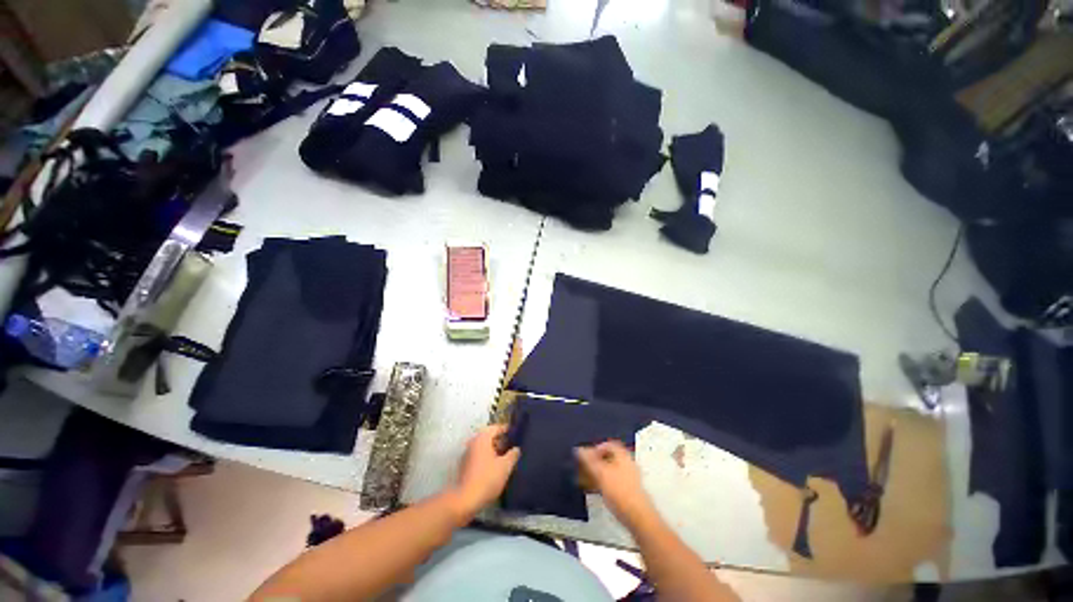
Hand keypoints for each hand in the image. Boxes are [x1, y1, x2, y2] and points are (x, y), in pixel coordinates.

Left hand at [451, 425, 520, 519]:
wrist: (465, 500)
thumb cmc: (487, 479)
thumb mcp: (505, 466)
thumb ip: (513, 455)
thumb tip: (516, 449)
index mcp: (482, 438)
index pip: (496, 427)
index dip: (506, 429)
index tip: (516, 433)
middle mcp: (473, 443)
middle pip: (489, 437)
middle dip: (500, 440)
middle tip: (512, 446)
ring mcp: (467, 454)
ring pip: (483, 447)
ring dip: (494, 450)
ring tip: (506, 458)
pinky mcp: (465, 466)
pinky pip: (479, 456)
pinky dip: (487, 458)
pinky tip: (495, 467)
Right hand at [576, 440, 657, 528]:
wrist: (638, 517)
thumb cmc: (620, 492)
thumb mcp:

· · ·

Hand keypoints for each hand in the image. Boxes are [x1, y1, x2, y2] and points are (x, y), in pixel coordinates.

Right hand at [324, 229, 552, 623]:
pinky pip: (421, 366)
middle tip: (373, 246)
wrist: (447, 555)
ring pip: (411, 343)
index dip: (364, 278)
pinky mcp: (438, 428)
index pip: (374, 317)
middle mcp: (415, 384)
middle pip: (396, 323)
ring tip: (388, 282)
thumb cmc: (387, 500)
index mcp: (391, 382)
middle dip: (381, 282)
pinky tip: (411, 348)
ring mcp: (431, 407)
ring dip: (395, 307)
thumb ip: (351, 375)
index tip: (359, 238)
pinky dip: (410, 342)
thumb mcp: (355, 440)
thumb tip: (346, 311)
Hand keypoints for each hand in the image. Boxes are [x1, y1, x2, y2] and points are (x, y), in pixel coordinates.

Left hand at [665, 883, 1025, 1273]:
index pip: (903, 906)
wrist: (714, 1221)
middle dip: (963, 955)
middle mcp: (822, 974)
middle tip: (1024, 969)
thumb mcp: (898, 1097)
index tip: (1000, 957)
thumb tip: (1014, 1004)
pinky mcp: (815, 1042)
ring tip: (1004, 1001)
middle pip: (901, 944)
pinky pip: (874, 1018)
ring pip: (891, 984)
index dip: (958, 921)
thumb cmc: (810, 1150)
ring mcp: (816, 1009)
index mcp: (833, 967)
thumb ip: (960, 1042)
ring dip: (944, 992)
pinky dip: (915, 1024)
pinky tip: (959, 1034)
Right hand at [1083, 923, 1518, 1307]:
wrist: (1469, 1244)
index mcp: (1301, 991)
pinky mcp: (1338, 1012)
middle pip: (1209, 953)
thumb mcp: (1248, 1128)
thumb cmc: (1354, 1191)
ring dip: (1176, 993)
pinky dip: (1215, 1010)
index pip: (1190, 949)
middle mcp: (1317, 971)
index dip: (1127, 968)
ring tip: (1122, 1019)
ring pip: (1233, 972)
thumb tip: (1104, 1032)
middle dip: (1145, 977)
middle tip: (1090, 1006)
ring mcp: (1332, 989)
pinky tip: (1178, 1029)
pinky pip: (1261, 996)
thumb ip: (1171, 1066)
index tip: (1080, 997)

· · ·

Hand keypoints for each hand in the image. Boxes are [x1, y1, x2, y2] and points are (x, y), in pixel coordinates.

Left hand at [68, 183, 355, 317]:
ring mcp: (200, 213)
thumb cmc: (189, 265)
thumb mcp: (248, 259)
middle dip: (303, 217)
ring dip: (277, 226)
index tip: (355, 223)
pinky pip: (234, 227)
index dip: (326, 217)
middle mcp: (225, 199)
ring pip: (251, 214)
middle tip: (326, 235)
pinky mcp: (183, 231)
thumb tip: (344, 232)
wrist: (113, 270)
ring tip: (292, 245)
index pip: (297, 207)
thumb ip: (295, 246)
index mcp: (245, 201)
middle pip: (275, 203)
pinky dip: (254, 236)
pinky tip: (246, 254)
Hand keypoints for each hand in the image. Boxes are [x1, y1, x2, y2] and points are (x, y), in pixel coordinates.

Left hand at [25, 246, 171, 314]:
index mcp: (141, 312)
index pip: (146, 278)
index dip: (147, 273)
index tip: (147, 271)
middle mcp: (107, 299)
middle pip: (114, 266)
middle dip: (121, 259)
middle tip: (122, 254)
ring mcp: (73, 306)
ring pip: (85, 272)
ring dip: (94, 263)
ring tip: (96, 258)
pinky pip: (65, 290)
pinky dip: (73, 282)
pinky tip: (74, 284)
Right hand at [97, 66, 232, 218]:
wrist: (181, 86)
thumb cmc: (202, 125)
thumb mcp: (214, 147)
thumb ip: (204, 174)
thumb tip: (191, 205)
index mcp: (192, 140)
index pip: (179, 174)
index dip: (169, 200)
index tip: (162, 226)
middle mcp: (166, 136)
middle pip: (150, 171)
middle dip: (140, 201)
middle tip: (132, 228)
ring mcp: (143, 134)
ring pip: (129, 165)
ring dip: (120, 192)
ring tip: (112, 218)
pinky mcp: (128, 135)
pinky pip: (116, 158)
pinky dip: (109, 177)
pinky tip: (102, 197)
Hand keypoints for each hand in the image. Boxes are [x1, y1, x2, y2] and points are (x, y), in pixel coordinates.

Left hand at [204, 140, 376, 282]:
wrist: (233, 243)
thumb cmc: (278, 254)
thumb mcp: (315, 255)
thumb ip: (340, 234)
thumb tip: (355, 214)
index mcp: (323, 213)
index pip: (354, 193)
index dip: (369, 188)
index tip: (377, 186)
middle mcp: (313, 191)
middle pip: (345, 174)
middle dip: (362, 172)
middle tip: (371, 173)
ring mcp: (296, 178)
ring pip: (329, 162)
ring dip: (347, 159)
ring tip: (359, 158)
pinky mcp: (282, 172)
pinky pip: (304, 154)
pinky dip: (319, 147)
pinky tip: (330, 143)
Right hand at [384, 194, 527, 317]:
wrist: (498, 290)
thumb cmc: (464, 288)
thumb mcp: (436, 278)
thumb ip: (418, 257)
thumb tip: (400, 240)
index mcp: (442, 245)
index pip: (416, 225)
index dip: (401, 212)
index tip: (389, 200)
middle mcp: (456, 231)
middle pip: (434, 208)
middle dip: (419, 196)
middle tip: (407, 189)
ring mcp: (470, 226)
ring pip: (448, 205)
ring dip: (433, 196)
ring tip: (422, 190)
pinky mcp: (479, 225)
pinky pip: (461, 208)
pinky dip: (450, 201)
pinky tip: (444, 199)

· · ·

> [ASSIGNED TASK]: Among the records above, repeat exactly the line with "index pip: (354, 193)", the line with "middle tip: (407, 189)", and every line in between, and only those.

> [RESPONSE FOR THIS EXERCISE]:
index pip: (354, 193)
index dip: (369, 188)
index tip: (377, 186)
middle mcp: (313, 191)
middle pip: (345, 174)
middle dip: (362, 172)
middle tip: (371, 173)
ring mcp: (296, 178)
ring pip: (329, 162)
ring dip: (347, 159)
ring tip: (359, 158)
pinky mcp: (282, 172)
pinky pip: (304, 154)
pinky dip: (319, 147)
pinky tip: (330, 143)
Right hand at [384, 194, 527, 317]:
wrist: (498, 290)
thumb cmc: (464, 288)
thumb mcp: (436, 278)
thumb ip: (418, 257)
thumb tip: (400, 240)
index mcp: (442, 245)
index pip: (416, 225)
index dip: (401, 212)
index tip: (389, 200)
middle mcp: (456, 231)
middle pip: (434, 208)
middle dip: (419, 196)
middle tip: (407, 189)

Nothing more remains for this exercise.